_WHAT TO DO_
Working line by line, output the entries below exactly as they appear.

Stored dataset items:
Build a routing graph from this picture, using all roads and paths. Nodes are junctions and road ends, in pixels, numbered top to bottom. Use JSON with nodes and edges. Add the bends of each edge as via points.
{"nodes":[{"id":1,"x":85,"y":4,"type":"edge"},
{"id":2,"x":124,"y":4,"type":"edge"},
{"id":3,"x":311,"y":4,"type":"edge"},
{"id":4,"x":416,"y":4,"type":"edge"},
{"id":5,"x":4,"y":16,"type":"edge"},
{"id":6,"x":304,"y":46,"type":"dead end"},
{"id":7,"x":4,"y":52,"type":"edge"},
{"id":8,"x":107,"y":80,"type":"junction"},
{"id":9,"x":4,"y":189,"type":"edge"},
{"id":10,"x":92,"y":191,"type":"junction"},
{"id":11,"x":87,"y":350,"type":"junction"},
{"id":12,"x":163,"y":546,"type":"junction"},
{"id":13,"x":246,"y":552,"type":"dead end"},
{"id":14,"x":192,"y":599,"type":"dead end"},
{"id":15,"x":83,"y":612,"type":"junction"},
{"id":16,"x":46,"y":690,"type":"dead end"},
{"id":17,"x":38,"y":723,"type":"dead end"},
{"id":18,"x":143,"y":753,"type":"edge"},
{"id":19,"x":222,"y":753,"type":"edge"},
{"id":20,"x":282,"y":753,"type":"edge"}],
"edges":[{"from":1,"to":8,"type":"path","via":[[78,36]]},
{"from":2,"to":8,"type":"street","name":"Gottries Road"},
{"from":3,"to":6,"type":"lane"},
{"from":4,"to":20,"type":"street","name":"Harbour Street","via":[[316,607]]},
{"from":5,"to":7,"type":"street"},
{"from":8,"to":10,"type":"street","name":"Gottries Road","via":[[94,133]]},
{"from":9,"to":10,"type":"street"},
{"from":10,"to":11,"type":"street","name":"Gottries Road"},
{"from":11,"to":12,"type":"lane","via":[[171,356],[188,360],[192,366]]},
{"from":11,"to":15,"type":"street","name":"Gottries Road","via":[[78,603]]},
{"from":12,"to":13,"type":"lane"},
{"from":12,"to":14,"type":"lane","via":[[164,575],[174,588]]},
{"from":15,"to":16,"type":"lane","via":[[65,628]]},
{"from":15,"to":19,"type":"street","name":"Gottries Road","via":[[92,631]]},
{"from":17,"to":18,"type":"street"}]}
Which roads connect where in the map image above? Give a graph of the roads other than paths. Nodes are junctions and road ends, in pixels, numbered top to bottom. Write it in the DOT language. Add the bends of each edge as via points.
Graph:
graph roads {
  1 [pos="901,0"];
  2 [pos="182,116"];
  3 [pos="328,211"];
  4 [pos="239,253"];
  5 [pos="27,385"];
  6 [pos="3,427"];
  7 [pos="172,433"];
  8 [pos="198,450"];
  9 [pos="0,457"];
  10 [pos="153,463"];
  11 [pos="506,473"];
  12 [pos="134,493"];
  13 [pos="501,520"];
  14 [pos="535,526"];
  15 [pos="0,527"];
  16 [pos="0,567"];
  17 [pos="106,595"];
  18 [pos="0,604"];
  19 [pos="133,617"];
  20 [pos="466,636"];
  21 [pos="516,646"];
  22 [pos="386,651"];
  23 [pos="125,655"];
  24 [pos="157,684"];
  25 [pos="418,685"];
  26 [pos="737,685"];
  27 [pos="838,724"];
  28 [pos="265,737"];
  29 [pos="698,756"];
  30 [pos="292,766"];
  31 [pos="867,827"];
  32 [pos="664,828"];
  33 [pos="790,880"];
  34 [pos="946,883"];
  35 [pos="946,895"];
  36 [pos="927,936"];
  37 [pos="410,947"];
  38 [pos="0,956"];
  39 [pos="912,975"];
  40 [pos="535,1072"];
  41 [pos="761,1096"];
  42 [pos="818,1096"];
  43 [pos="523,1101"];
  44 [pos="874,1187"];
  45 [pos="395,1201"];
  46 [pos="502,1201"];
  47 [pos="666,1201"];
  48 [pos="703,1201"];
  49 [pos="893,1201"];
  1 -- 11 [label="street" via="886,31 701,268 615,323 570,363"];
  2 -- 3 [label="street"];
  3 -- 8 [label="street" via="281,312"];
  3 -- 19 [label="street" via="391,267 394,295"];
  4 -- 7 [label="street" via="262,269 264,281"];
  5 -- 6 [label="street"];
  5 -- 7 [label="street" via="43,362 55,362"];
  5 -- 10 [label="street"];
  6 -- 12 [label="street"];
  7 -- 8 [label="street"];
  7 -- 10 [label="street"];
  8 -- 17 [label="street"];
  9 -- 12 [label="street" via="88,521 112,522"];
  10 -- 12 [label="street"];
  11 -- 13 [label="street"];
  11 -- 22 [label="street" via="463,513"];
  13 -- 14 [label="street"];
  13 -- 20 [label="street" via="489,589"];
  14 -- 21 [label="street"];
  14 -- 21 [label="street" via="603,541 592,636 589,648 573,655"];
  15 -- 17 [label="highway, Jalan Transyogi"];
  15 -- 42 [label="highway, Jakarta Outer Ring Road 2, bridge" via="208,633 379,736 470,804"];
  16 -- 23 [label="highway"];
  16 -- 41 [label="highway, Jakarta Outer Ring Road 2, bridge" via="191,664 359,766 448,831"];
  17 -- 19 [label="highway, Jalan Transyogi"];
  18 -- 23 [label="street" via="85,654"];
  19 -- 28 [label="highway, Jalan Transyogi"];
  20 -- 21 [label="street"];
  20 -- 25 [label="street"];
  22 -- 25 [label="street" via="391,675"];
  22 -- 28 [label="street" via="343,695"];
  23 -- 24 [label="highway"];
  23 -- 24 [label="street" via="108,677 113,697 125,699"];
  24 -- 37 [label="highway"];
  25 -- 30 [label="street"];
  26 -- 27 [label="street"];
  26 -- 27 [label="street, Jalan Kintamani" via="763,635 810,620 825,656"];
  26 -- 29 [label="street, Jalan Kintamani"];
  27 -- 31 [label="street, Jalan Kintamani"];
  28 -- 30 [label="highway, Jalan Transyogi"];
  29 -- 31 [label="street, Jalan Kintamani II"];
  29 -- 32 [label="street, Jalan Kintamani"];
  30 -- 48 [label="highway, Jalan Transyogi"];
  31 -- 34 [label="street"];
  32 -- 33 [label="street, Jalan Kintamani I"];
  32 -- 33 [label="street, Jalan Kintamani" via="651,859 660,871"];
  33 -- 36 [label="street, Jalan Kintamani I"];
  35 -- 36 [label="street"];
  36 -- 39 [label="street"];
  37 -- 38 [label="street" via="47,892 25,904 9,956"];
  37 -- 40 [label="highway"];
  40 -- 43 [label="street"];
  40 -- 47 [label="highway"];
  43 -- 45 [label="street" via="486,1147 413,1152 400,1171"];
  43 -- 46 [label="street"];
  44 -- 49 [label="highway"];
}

_ANSWER TO THE EXERCISE_
Build a routing graph from this picture, using all roads and paths. Nodes are junctions and road ends, in pixels, numbered top to bottom. Use JSON with nodes and edges. Add the bends of each edge as via points.
{"nodes":[{"id":1,"x":85,"y":4,"type":"edge"},
{"id":2,"x":124,"y":4,"type":"edge"},
{"id":3,"x":311,"y":4,"type":"edge"},
{"id":4,"x":416,"y":4,"type":"edge"},
{"id":5,"x":4,"y":16,"type":"edge"},
{"id":6,"x":304,"y":46,"type":"dead end"},
{"id":7,"x":4,"y":52,"type":"edge"},
{"id":8,"x":107,"y":80,"type":"junction"},
{"id":9,"x":4,"y":189,"type":"edge"},
{"id":10,"x":92,"y":191,"type":"junction"},
{"id":11,"x":87,"y":350,"type":"junction"},
{"id":12,"x":163,"y":546,"type":"junction"},
{"id":13,"x":246,"y":552,"type":"dead end"},
{"id":14,"x":192,"y":599,"type":"dead end"},
{"id":15,"x":83,"y":612,"type":"junction"},
{"id":16,"x":46,"y":690,"type":"dead end"},
{"id":17,"x":38,"y":723,"type":"dead end"},
{"id":18,"x":143,"y":753,"type":"edge"},
{"id":19,"x":222,"y":753,"type":"edge"},
{"id":20,"x":282,"y":753,"type":"edge"}],
"edges":[{"from":1,"to":8,"type":"path","via":[[78,36]]},
{"from":2,"to":8,"type":"street","name":"Gottries Road"},
{"from":3,"to":6,"type":"lane"},
{"from":4,"to":20,"type":"street","name":"Harbour Street","via":[[316,607]]},
{"from":5,"to":7,"type":"street"},
{"from":8,"to":10,"type":"street","name":"Gottries Road","via":[[94,133]]},
{"from":9,"to":10,"type":"street"},
{"from":10,"to":11,"type":"street","name":"Gottries Road"},
{"from":11,"to":12,"type":"lane","via":[[171,356],[188,360],[192,366]]},
{"from":11,"to":15,"type":"street","name":"Gottries Road","via":[[78,603]]},
{"from":12,"to":13,"type":"lane"},
{"from":12,"to":14,"type":"lane","via":[[164,575],[174,588]]},
{"from":15,"to":16,"type":"lane","via":[[65,628]]},
{"from":15,"to":19,"type":"street","name":"Gottries Road","via":[[92,631]]},
{"from":17,"to":18,"type":"street"}]}
Which roads connect where in the map image above? Give a graph of the roads other than paths. Nodes are junctions and road ends, in pixels, numbered top to bottom. Write it in the DOT language. Add the bends of each edge as via points.
Graph:
graph roads {
  1 [pos="901,0"];
  2 [pos="182,116"];
  3 [pos="328,211"];
  4 [pos="239,253"];
  5 [pos="27,385"];
  6 [pos="3,427"];
  7 [pos="172,433"];
  8 [pos="198,450"];
  9 [pos="0,457"];
  10 [pos="153,463"];
  11 [pos="506,473"];
  12 [pos="134,493"];
  13 [pos="501,520"];
  14 [pos="535,526"];
  15 [pos="0,527"];
  16 [pos="0,567"];
  17 [pos="106,595"];
  18 [pos="0,604"];
  19 [pos="133,617"];
  20 [pos="466,636"];
  21 [pos="516,646"];
  22 [pos="386,651"];
  23 [pos="125,655"];
  24 [pos="157,684"];
  25 [pos="418,685"];
  26 [pos="737,685"];
  27 [pos="838,724"];
  28 [pos="265,737"];
  29 [pos="698,756"];
  30 [pos="292,766"];
  31 [pos="867,827"];
  32 [pos="664,828"];
  33 [pos="790,880"];
  34 [pos="946,883"];
  35 [pos="946,895"];
  36 [pos="927,936"];
  37 [pos="410,947"];
  38 [pos="0,956"];
  39 [pos="912,975"];
  40 [pos="535,1072"];
  41 [pos="761,1096"];
  42 [pos="818,1096"];
  43 [pos="523,1101"];
  44 [pos="874,1187"];
  45 [pos="395,1201"];
  46 [pos="502,1201"];
  47 [pos="666,1201"];
  48 [pos="703,1201"];
  49 [pos="893,1201"];
  1 -- 11 [label="street" via="886,31 701,268 615,323 570,363"];
  2 -- 3 [label="street"];
  3 -- 8 [label="street" via="281,312"];
  3 -- 19 [label="street" via="391,267 394,295"];
  4 -- 7 [label="street" via="262,269 264,281"];
  5 -- 6 [label="street"];
  5 -- 7 [label="street" via="43,362 55,362"];
  5 -- 10 [label="street"];
  6 -- 12 [label="street"];
  7 -- 8 [label="street"];
  7 -- 10 [label="street"];
  8 -- 17 [label="street"];
  9 -- 12 [label="street" via="88,521 112,522"];
  10 -- 12 [label="street"];
  11 -- 13 [label="street"];
  11 -- 22 [label="street" via="463,513"];
  13 -- 14 [label="street"];
  13 -- 20 [label="street" via="489,589"];
  14 -- 21 [label="street"];
  14 -- 21 [label="street" via="603,541 592,636 589,648 573,655"];
  15 -- 17 [label="highway, Jalan Transyogi"];
  15 -- 42 [label="highway, Jakarta Outer Ring Road 2, bridge" via="208,633 379,736 470,804"];
  16 -- 23 [label="highway"];
  16 -- 41 [label="highway, Jakarta Outer Ring Road 2, bridge" via="191,664 359,766 448,831"];
  17 -- 19 [label="highway, Jalan Transyogi"];
  18 -- 23 [label="street" via="85,654"];
  19 -- 28 [label="highway, Jalan Transyogi"];
  20 -- 21 [label="street"];
  20 -- 25 [label="street"];
  22 -- 25 [label="street" via="391,675"];
  22 -- 28 [label="street" via="343,695"];
  23 -- 24 [label="highway"];
  23 -- 24 [label="street" via="108,677 113,697 125,699"];
  24 -- 37 [label="highway"];
  25 -- 30 [label="street"];
  26 -- 27 [label="street"];
  26 -- 27 [label="street, Jalan Kintamani" via="763,635 810,620 825,656"];
  26 -- 29 [label="street, Jalan Kintamani"];
  27 -- 31 [label="street, Jalan Kintamani"];
  28 -- 30 [label="highway, Jalan Transyogi"];
  29 -- 31 [label="street, Jalan Kintamani II"];
  29 -- 32 [label="street, Jalan Kintamani"];
  30 -- 48 [label="highway, Jalan Transyogi"];
  31 -- 34 [label="street"];
  32 -- 33 [label="street, Jalan Kintamani I"];
  32 -- 33 [label="street, Jalan Kintamani" via="651,859 660,871"];
  33 -- 36 [label="street, Jalan Kintamani I"];
  35 -- 36 [label="street"];
  36 -- 39 [label="street"];
  37 -- 38 [label="street" via="47,892 25,904 9,956"];
  37 -- 40 [label="highway"];
  40 -- 43 [label="street"];
  40 -- 47 [label="highway"];
  43 -- 45 [label="street" via="486,1147 413,1152 400,1171"];
  43 -- 46 [label="street"];
  44 -- 49 [label="highway"];
}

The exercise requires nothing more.